Material for this exercise section start

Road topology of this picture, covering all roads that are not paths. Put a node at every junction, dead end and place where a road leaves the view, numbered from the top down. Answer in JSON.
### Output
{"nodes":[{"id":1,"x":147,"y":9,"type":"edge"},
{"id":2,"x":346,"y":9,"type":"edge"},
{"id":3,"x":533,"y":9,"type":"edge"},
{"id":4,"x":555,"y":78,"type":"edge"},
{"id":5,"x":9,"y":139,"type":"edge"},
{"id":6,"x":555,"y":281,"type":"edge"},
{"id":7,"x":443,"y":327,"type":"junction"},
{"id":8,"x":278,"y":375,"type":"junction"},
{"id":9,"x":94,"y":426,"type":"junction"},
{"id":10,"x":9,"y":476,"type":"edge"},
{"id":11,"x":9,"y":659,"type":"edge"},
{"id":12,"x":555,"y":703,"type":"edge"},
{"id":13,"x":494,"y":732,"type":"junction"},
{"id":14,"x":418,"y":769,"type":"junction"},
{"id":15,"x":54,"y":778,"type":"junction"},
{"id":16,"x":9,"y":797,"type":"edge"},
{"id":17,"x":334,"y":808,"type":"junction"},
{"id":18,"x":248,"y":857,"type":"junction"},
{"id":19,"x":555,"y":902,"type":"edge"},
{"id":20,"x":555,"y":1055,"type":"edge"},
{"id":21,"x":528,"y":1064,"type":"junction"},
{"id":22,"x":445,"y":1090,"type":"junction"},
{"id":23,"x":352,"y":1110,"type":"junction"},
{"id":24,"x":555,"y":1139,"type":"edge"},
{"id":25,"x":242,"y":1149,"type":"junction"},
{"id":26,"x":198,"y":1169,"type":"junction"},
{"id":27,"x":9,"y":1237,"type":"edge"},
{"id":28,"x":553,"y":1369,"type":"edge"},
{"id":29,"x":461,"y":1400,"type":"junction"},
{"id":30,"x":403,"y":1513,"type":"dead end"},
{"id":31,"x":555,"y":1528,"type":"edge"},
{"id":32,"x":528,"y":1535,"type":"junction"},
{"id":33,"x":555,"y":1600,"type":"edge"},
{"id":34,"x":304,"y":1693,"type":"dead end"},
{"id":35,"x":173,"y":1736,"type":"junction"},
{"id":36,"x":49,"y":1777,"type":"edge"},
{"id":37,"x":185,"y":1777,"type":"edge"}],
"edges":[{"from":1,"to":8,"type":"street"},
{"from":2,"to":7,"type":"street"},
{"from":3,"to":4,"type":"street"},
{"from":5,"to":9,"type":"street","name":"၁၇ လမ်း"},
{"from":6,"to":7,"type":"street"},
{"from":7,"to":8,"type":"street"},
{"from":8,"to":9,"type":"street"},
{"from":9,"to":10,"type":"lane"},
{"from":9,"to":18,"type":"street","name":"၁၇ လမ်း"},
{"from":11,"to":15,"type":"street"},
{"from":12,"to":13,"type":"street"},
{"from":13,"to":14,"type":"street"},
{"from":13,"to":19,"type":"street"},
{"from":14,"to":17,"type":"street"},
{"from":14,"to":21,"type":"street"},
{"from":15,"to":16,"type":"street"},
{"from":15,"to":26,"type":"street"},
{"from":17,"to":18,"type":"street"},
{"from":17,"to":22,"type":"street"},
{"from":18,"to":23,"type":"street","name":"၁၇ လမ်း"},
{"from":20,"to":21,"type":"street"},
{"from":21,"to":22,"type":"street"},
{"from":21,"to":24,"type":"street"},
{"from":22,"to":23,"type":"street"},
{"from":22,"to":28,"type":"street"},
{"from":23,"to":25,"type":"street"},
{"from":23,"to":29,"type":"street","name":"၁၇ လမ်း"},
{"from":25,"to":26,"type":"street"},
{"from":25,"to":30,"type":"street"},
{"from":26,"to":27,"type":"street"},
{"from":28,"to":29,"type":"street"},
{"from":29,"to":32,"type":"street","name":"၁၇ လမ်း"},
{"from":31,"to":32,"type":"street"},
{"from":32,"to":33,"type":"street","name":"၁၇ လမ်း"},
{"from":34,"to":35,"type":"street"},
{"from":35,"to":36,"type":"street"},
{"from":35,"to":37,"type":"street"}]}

Material for this exercise section end

◆ **Task requirements**:
Give the number of lines in the records above that contain the word "name". Reply with that number alone.

◆ **Answer section**:
6